Note: Key warnings, contraindications, and drug interaction data were not available in this Evidence Pack. Given that EE is a well-established pharmaceutical agent with a long clinical history, clinicians should consult the full prescribing information — particularly regarding thromboembolic risk, cardiovascular contraindications, hormone-sensitive conditions, and interactions with enzyme-inducing medications — before any therapeutic application.
Conclusion and Next Steps
Decision: Proceed with Guardrails
Rationale: EE's mechanism of action directly addresses the hormonal deficiency underlying functional hypothalamic amenorrhea, and its use in menstrual cycle regulation is supported by decades of clinical experience, multiple completed Phase 3/4 trials, and an extensive literature base — meeting the L2 evidence threshold (at least one completed Phase 2/3 intervention study). However, EE is not currently registered in Singapore, and comprehensive safety data (TFDA package insert warnings, contraindications, DDI profile) is absent from this pack, preventing full safety gatekeeping.
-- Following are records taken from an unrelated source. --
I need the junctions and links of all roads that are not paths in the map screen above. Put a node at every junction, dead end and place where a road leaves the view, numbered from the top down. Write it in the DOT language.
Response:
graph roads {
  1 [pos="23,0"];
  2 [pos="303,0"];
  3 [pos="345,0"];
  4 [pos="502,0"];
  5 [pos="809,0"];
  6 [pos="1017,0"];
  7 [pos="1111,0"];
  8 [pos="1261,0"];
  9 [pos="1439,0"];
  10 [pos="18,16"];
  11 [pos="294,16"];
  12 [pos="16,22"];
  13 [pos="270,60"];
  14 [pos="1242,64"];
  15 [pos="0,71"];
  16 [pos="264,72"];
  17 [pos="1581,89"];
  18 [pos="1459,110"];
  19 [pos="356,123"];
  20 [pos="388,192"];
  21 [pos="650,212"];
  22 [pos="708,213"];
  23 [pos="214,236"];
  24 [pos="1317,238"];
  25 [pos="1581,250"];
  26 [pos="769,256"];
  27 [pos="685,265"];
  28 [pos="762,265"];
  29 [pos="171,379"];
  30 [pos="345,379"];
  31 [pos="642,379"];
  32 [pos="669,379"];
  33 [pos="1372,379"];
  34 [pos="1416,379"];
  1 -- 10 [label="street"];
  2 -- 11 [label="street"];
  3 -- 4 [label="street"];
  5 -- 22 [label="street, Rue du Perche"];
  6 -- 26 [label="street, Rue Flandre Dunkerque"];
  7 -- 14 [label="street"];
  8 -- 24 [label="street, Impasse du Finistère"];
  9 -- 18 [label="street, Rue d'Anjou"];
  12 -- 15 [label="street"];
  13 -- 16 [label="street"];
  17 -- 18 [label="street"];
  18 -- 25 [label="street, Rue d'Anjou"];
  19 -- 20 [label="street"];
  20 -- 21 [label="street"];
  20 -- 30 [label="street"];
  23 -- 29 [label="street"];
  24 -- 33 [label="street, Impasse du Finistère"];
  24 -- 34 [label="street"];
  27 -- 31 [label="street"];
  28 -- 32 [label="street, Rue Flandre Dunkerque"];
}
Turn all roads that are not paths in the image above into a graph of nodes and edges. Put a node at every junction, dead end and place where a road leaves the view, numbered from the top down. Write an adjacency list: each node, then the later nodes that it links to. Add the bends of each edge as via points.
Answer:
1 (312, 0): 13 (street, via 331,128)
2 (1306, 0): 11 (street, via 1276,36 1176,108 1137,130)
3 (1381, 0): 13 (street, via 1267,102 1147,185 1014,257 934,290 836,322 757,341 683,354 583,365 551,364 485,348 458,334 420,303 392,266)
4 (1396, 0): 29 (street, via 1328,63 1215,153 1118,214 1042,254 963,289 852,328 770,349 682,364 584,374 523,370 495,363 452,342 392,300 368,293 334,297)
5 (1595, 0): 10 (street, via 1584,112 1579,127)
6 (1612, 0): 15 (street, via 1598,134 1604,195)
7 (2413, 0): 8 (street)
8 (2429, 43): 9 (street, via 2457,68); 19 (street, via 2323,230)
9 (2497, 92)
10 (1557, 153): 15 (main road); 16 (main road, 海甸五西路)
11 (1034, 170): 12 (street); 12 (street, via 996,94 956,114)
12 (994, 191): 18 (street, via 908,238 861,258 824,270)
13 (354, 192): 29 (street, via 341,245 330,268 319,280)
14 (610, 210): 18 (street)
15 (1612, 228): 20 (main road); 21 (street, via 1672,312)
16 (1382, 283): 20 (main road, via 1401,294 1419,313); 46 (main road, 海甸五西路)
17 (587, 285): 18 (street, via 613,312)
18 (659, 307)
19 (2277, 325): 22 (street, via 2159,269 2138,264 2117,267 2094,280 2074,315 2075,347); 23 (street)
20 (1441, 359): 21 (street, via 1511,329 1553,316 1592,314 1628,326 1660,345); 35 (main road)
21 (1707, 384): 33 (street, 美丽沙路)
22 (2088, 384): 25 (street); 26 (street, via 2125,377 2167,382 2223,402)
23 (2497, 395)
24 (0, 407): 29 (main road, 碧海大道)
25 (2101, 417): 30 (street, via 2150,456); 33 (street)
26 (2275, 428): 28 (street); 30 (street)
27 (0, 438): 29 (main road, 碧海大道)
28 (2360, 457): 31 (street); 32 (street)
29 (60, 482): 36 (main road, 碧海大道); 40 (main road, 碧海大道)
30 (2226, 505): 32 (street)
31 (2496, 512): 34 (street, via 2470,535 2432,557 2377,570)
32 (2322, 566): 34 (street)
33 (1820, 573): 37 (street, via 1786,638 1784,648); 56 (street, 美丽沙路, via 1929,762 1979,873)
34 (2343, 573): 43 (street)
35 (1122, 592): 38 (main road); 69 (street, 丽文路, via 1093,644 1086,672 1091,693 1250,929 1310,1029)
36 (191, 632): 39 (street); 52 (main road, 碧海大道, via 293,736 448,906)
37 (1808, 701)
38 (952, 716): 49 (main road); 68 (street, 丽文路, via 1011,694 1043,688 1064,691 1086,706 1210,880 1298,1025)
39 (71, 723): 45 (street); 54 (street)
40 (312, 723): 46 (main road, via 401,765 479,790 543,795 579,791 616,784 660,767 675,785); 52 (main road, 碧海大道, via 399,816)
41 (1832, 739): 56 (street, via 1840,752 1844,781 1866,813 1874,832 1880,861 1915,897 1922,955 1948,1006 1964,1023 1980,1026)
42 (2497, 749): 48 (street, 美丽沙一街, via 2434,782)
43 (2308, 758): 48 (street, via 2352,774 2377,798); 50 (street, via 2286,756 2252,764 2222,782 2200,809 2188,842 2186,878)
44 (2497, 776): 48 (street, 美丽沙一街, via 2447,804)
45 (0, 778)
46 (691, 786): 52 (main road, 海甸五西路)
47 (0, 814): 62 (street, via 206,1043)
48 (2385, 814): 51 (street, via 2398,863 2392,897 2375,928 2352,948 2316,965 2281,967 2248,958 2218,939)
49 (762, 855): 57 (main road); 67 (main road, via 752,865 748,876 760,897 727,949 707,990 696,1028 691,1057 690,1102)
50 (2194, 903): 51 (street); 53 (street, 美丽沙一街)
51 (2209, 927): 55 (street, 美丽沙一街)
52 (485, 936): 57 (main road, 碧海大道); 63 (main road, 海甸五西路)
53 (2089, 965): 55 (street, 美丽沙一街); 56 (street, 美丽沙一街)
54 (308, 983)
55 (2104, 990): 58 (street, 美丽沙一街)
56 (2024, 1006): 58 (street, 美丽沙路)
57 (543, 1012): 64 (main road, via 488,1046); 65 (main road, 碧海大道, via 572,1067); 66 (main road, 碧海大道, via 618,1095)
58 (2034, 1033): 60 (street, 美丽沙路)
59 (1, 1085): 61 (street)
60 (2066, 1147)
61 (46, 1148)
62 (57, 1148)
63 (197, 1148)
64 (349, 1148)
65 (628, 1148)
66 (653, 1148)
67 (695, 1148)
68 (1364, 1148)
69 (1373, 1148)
To proceed, the following is needed:
- Obtain full prescribing information (package insert / SmPC) for EE-containing products to complete S1 safety screening — particularly thromboembolic risk, cardiovascular contraindications, and hepatic impairment warnings
- Clarify the specific amenorrhea subtype being targeted (functional hypothalamic, hyperandrogenic/PCOS-related, post-pill, or therapeutic), as evidence strength and risk-benefit profiles differ significantly by aetiology
- Confirm whether a standalone EE formulation or an EE-containing combination product (with progestogen) is intended, as monotherapy EE carries unopposed oestrogen risk
- Assess Singapore regulatory pathway: as EE is not currently marketed, a new marketing authorisation application or compassionate use framework would be required
- Conduct mechanistic similarity analysis to the original indication to formalize the rationale for the TxGNN prediction (currently marked as "pending")
Disclaimer
This content is for research purposes only and does not constitute medical advice. Clinical validation is required before any clinical application.